Bank of America executive Sharon Miller said small business clients are watching high-level U.S.-China talks and fast-moving AI tools at the same time, weighing costs and opportunities. In a recent television interview, the President of Business Banking outlined how policy headlines and new technology are shaping investment, hiring, and pricing decisions across local firms. Her comments point to a cautious but engaged Main Street that wants clarity on trade and practical guidance on AI.
The Stakes of Renewed U.S.-China Engagement
Business owners often react quickly to signs of easing or hardening relations between Washington and Beijing. Tariffs, export controls, and supply chain bottlenecks can raise costs or delay orders. A meeting between U.S. and Chinese leaders can reset expectations, even before policy changes arrive.
Miller noted that clients with exposure to imported inputs, electronics, and industrial parts are most sensitive. A predictable tariff path helps with pricing and inventory planning. Uncertainty can freeze capital spending and push companies to overstock or switch suppliers at higher cost.

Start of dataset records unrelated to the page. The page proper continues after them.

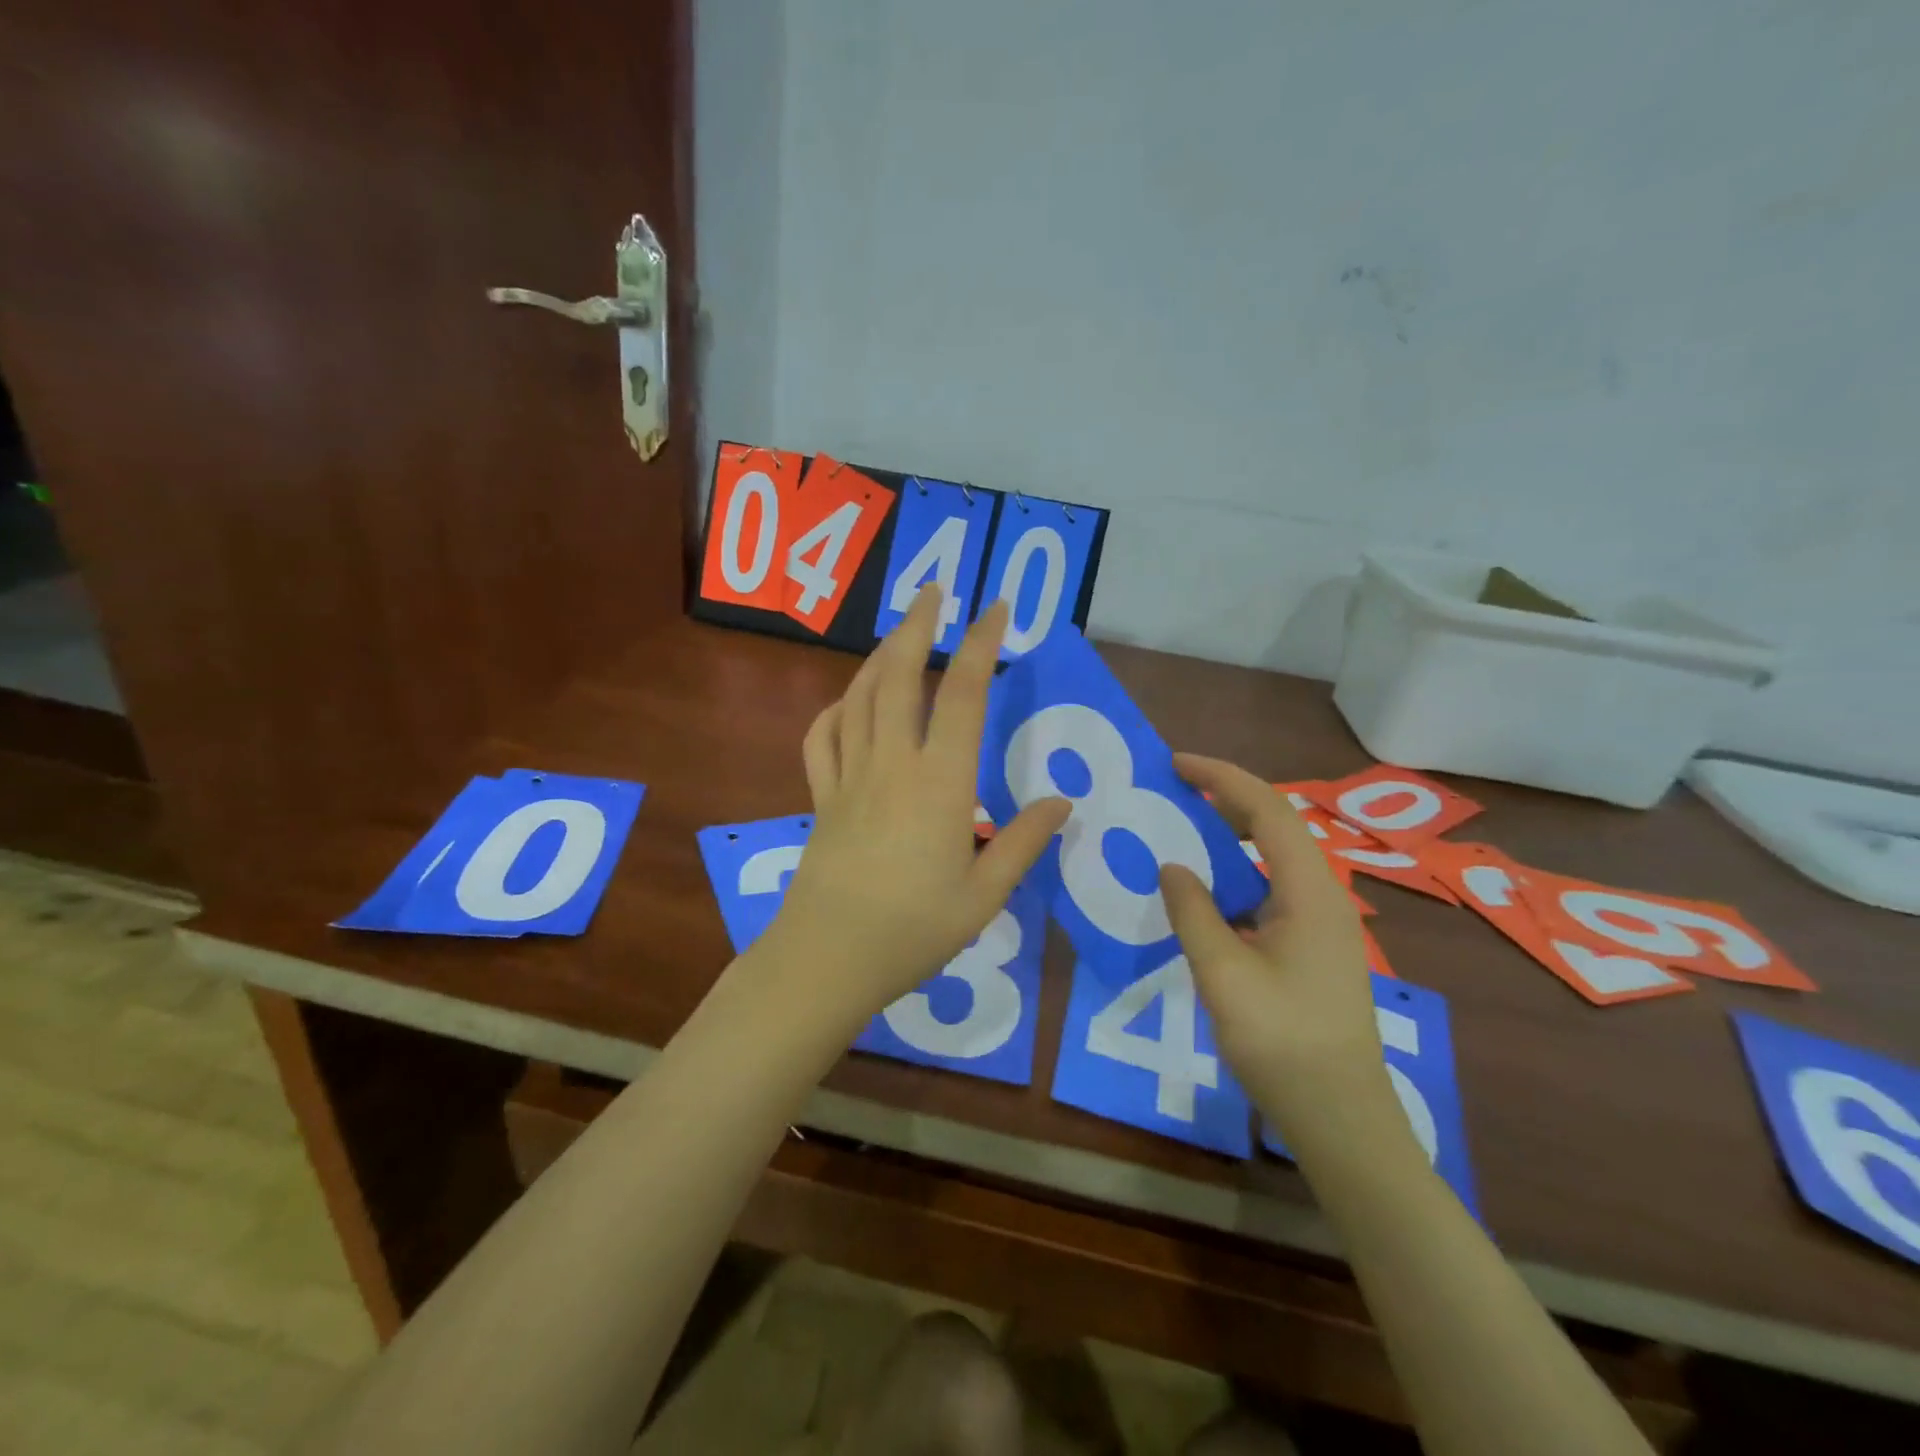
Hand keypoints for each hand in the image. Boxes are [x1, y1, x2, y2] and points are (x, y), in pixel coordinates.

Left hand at [768, 586, 1069, 1024]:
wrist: (828, 959)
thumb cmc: (914, 931)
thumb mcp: (984, 895)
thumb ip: (1023, 843)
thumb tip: (1063, 802)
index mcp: (940, 783)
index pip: (963, 694)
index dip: (980, 644)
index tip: (995, 608)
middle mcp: (892, 764)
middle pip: (899, 676)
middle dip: (918, 626)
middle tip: (934, 591)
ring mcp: (849, 777)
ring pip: (859, 697)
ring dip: (878, 656)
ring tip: (899, 634)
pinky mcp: (821, 797)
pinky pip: (822, 737)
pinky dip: (836, 708)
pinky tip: (849, 703)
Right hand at [1159, 755, 1396, 1148]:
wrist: (1341, 1118)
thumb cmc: (1283, 1042)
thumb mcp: (1223, 974)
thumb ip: (1193, 912)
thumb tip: (1172, 866)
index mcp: (1310, 891)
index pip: (1267, 810)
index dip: (1221, 778)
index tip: (1175, 763)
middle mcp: (1324, 896)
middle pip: (1276, 825)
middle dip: (1226, 796)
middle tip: (1174, 786)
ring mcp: (1323, 923)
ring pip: (1276, 856)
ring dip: (1232, 831)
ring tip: (1185, 823)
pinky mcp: (1314, 947)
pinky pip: (1273, 886)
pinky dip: (1238, 869)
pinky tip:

Market watchers say communication between the two governments tends to calm currency and commodity swings. That can lower risk for manufacturers and retailers. Yet owners remain wary that any truce may prove temporary, given recent trade flare-ups.
What Small Businesses Are Watching
Small firms employ nearly half of U.S. workers, according to federal data. Their sentiment often turns on a few concrete issues they can act on. Miller emphasized three near-term priorities for clients.
- Supply reliability and shipping times for key inputs.
- Tariff exposure on finished goods and parts.
- Financing costs for inventory and equipment.
Owners who import finished goods are modeling price moves under different tariff scenarios. Others are qualifying secondary suppliers in Mexico and Southeast Asia to hedge risk. Service firms are less exposed to trade shifts but still face cost pressure when equipment and software prices rise.
AI Moves From Test to Tool
AI is moving from curiosity to daily utility for many small firms. Miller said clients are using basic tools for marketing content, customer support scripts, and data clean-up. The draw is speed and lower administrative load, not novelty.
Early adopters report time savings in proposals, invoicing notes, and job estimates. Retailers are trying AI chat assistants for product questions after hours. Contractors are testing scheduling aids that match crews, parts, and sites more efficiently.
Owners also see limits. Many want clearer guidance on accuracy, data privacy, and how to measure return on investment. They are asking banks and vendors for simple playbooks, not grand strategies.
Costs, Credit, and Caution
Financing conditions are central to whether AI and supply chain moves translate into growth. Higher rates raise the hurdle for software, hardware, and inventory upgrades. Miller said cash-flow forecasting and disciplined budgeting are back in focus for clients.
Lenders are encouraging firms to pilot AI in narrow tasks before scaling. That approach caps risk while building internal skills. It also helps owners compare vendor promises with measurable results, like faster response times or lower error rates.
Some entrepreneurs remain skeptical. They remember past tech cycles that delivered less than advertised. Others are concerned about training staff and reshaping workflows while demand is uneven.
What to Watch Next
Businesses will track whether U.S.-China talks produce clearer tariff and export policies. Any step that stabilizes shipping and input prices would feed directly into 2024 and 2025 budgets. Owners will also watch freight rates and delivery times as signals of supply stress or relief.
On the technology front, expect steady, practical adoption rather than big bets. Firms are likely to add AI tools where they see quick payback, such as support, sales outreach, and back-office tasks. Banks and software providers will compete to offer templates and training that lower complexity.
Miller’s message was measured. Small businesses are staying engaged, controlling what they can, and asking tough questions about cost, risk, and value. Policy clarity and simple, reliable tools may determine how much momentum they carry into the next quarter.